In a recent
Insurance Business reader poll, a vast majority of respondents said that when faced with the choice to sell their business or remain independent, they would likely choose the former.
Trisura Guarantee Insurance Company, a specialty lines carrier with over $100 million in annual revenue, appears to be an anomaly to this popular opinion. Although the insurer only started from scratch a decade ago, it has already become the target of more than two dozen potential acquirers.
“We have had over 30 inquiries from both insurers and private equity as to whether Trisura would possibly be for sale,” said Trisura CEO Mike George.
George attributes this heightened interest to favorable market conditions, as well as the insurer’s success in differentiating itself from competitors.
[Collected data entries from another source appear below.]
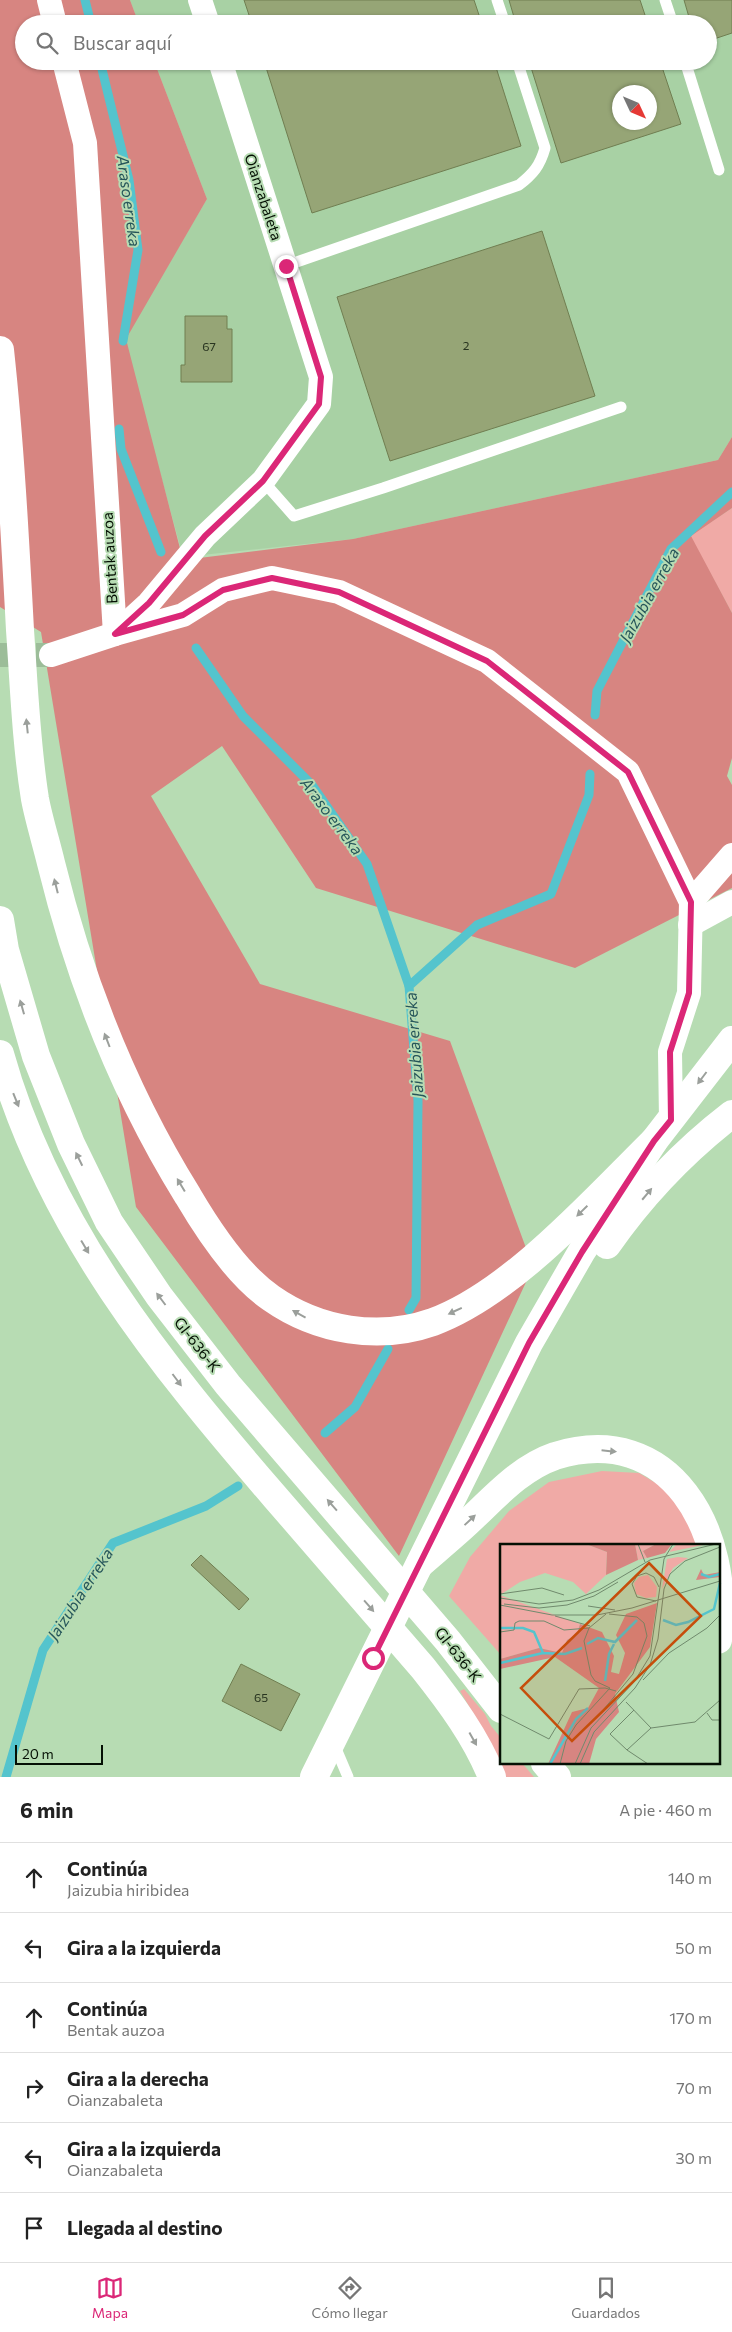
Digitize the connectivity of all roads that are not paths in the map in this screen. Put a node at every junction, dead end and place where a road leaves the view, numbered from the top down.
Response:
1 (49, 0) edge
2 (200, 0) edge
3 (497, 0) edge
4 (665, 0) edge
5 (53, 15) edge
6 (205, 15) edge
7 (502, 15) edge
8 (670, 15) edge
9 (66, 70) edge
10 (223, 70) edge
11 (520, 70) edge
12 (688, 70) edge
13 (719, 170) dead end
14 (286, 266) junction
15 (0, 350) edge
16 (621, 407) dead end
17 (263, 481) junction
18 (115, 634) junction
19 (51, 654) tunnel mouth
20 (732, 855) edge
21 (691, 902) junction
22 (732, 902) edge
23 (0, 920) edge
24 (690, 925) junction
25 (732, 1040) edge
26 (0, 1054) edge
27 (732, 1114) edge
28 (671, 1120) junction
29 (654, 1141) junction
30 (476, 1454) junction
31 (420, 1564) junction
32 (720, 1635) edge
33 (448, 1641) junction
34 (500, 1681) edge
35 (500, 1709) edge
36 (333, 1740) junction
37 (546, 1764) edge
38 (314, 1777) edge
39 (348, 1777) edge
40 (492, 1777) edge
41 (557, 1777) edge

1 - 5 street
2 - 6 street
3 - 7 lane
4 - 8 lane
9 - 18 street, Bentak auzoa
10 - 14 street, Oianzabaleta
11 - 14 lane
12 - 13 lane
14 - 17 street, Oianzabaleta
29 -> 15 main road
16 - 17 lane
17 - 18 street, Oianzabaleta
18 - 19 street, Oianzabaleta
18 - 21 street
20 - 21 street
21 - 24 street
22 - 24 street
33 -> 23 main road, GI-636-K
24 - 28 street
25 -> 28 main road
26 -> 40 main road
30 -> 27 main road
28 - 29 main road
29 - 30 main road
30 - 31 main road
31 -> 32 main road
31 - 36 main road
33 - 34 main road
33 - 35 main road, GI-636-K
36 - 38 main road
36 - 39 lane
37 - 41 main road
“I believe this is due to the mergers and acquisition frenzy that has gripped the insurance world on a global scale, and the fact that we are attractive because we are relatively modest in size, highly specialized in what we do, with a great broker distribution network and a fantastic team,” George said.
While he admits that the industry can be “uber-competitive and changing rapidly,” the leadership team declined every proposal out of confidence that their best days remain ahead. In particular, it believes Trisura is “extremely well-positioned to capitalize upon opportunities in the future.”
Moreover, it may lose its biggest asset if it did ever consolidate with a larger firm.
“Plus, we do not want to lose what we feel is a huge competitive advantage – our culture,” George said.
For now, the insurer hopes to grow by expanding its product and service line, but George says no options are off the table just yet.
“In fact, we may actually look to become the hunter, and will consider acquisition opportunities ourselves when they present themselves and make sense to us,” he said.